> _What this task involves_
Please copy every line below that contains the string "numbered".

> _Input_
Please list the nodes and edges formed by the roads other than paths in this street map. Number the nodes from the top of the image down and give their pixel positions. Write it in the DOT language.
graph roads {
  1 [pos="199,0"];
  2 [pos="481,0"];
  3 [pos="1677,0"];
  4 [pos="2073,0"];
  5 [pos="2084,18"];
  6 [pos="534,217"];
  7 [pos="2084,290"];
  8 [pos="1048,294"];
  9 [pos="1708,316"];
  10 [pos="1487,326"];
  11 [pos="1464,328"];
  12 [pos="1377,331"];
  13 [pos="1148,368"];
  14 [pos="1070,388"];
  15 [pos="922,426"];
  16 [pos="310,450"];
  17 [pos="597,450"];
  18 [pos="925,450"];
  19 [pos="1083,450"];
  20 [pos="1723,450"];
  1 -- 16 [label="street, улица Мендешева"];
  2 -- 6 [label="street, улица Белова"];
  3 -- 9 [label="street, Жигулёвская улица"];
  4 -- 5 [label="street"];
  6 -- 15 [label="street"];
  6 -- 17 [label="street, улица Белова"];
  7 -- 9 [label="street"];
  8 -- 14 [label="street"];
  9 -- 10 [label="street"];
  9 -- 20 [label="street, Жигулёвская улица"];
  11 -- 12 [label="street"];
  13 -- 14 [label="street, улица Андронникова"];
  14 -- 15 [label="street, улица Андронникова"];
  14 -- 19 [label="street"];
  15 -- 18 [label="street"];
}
...
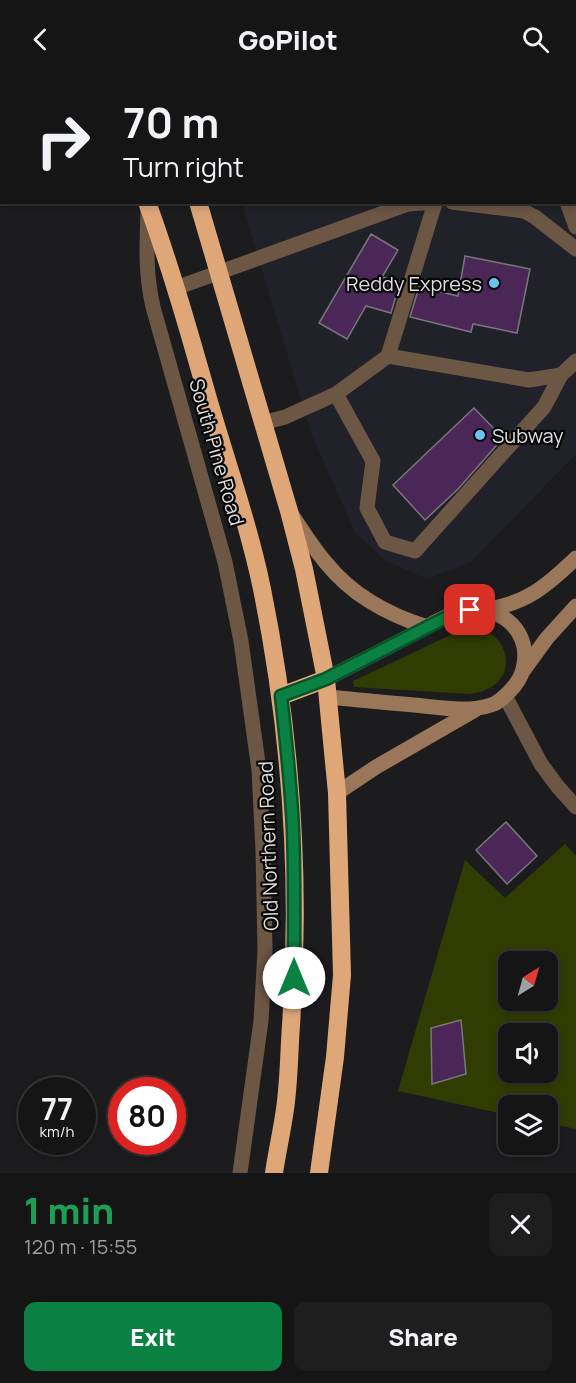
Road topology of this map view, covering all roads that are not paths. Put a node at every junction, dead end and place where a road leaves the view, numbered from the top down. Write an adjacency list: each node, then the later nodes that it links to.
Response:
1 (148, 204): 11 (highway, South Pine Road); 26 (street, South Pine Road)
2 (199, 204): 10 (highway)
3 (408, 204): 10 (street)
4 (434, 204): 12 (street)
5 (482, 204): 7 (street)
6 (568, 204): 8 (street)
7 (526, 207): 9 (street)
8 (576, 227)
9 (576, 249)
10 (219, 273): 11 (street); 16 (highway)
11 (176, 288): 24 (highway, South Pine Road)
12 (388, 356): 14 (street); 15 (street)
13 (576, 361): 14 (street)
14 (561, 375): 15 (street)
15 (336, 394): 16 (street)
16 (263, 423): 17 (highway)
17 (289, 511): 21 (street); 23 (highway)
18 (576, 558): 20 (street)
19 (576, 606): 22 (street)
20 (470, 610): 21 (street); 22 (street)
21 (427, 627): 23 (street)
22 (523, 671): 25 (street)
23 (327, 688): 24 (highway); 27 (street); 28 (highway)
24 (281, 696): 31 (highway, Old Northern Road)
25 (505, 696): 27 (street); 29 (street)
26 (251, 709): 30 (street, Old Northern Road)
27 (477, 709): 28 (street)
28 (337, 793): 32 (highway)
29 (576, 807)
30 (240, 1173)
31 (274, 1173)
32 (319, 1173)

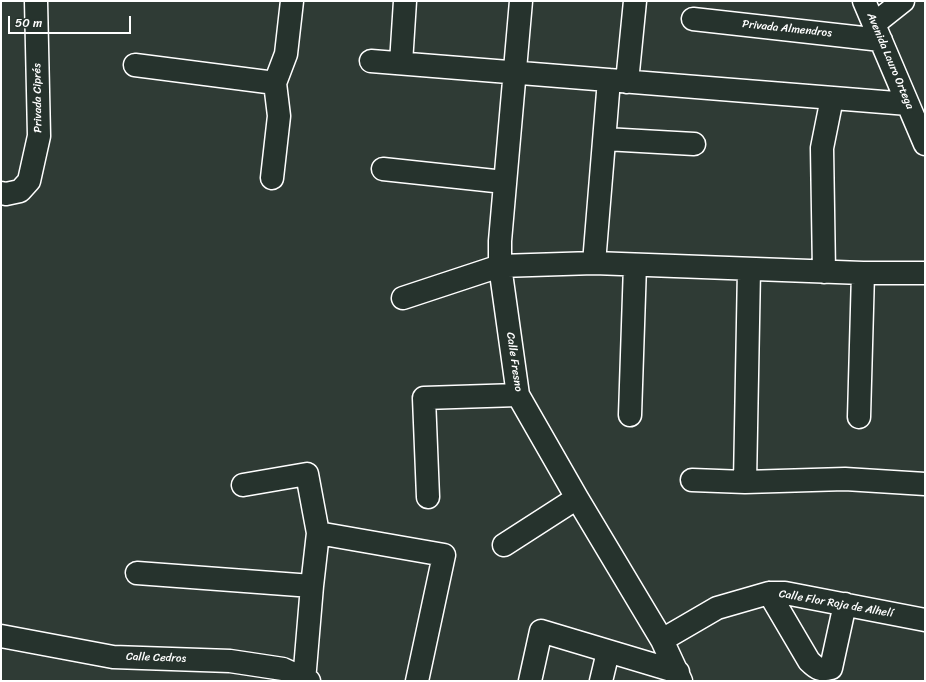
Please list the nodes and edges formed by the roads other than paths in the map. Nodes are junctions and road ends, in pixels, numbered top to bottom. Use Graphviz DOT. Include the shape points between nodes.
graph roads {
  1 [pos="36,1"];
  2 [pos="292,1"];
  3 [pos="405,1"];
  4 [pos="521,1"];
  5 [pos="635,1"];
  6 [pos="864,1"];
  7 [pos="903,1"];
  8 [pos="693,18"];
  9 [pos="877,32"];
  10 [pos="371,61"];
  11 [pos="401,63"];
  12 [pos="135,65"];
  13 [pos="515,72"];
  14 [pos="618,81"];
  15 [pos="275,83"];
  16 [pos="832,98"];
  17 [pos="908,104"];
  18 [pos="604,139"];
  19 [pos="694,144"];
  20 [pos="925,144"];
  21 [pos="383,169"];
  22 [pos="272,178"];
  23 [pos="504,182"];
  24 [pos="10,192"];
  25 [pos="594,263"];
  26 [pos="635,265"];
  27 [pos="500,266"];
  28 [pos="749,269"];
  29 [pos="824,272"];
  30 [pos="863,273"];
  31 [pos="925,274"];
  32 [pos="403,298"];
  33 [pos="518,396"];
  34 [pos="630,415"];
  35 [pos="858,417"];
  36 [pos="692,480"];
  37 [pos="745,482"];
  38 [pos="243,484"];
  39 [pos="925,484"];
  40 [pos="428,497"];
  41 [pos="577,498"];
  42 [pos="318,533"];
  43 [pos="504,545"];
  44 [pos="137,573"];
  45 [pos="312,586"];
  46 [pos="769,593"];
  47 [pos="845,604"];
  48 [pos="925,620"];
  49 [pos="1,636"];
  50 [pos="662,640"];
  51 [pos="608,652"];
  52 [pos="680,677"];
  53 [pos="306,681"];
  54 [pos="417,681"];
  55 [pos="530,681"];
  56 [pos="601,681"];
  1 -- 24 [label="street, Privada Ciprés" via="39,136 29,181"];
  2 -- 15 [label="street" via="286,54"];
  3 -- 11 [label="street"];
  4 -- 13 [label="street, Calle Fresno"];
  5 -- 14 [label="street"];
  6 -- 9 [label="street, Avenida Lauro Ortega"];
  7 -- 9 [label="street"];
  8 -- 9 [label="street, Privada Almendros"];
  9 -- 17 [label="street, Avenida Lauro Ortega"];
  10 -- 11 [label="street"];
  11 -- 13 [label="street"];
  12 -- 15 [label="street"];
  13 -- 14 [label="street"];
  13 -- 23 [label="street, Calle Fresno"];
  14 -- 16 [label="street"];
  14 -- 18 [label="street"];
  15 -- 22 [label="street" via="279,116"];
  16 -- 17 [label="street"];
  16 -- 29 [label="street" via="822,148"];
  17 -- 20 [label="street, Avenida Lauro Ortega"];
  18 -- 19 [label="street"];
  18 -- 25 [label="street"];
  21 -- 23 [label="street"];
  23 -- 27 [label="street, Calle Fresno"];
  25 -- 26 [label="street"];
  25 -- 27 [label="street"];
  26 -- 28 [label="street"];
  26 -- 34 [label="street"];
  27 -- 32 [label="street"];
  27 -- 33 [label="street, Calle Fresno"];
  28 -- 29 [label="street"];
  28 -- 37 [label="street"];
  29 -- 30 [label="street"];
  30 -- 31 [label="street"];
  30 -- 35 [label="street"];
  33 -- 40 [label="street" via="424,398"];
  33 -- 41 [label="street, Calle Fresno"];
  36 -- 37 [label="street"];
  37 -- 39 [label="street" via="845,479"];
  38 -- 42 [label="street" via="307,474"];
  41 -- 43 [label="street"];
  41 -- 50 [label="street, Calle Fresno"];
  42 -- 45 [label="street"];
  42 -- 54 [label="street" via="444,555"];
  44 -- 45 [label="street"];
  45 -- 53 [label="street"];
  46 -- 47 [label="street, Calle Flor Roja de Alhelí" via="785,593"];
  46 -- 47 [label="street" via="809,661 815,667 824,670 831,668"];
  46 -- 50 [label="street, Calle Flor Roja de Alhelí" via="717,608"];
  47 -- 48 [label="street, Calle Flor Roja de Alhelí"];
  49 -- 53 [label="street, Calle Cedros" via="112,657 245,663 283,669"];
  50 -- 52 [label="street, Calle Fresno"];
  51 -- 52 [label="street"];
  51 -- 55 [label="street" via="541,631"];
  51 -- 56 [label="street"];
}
==
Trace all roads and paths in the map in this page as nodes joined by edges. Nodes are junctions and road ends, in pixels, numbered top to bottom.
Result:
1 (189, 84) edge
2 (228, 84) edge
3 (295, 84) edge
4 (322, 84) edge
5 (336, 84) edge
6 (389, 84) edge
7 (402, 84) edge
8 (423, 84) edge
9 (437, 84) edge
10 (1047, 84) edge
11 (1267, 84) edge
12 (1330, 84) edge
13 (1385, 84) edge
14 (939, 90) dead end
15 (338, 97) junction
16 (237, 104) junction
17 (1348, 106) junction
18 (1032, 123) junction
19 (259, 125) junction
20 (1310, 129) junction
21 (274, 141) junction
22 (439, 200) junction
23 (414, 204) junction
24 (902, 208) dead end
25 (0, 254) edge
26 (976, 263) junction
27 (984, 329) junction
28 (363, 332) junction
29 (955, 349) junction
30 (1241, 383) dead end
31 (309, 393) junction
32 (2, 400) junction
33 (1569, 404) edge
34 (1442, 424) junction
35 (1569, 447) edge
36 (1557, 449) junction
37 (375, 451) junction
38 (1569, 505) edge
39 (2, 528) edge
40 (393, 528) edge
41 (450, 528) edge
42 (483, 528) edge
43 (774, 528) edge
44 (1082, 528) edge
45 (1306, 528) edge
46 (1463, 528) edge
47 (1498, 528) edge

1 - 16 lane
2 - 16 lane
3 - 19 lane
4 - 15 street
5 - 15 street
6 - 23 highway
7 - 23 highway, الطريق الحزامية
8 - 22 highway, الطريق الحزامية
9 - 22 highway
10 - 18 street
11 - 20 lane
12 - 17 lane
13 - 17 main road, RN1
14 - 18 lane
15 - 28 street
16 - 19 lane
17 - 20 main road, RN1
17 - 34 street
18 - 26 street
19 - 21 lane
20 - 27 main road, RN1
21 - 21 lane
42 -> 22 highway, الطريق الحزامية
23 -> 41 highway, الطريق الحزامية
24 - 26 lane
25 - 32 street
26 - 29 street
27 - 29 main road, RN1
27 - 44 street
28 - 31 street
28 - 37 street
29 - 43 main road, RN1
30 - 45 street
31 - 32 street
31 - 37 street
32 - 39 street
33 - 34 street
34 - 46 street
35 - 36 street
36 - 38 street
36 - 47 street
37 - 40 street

> _Answer to this exercise_
Road topology of this map view, covering all roads that are not paths. Put a node at every junction, dead end and place where a road leaves the view, numbered from the top down. Write an adjacency list: each node, then the later nodes that it links to.
Please list the nodes and edges formed by the roads other than paths in the map. Nodes are junctions and road ends, in pixels, numbered top to bottom. Use Graphviz DOT. Include the shape points between nodes.
Trace all roads and paths in the map in this page as nodes joined by edges. Nodes are junctions and road ends, in pixels, numbered top to bottom.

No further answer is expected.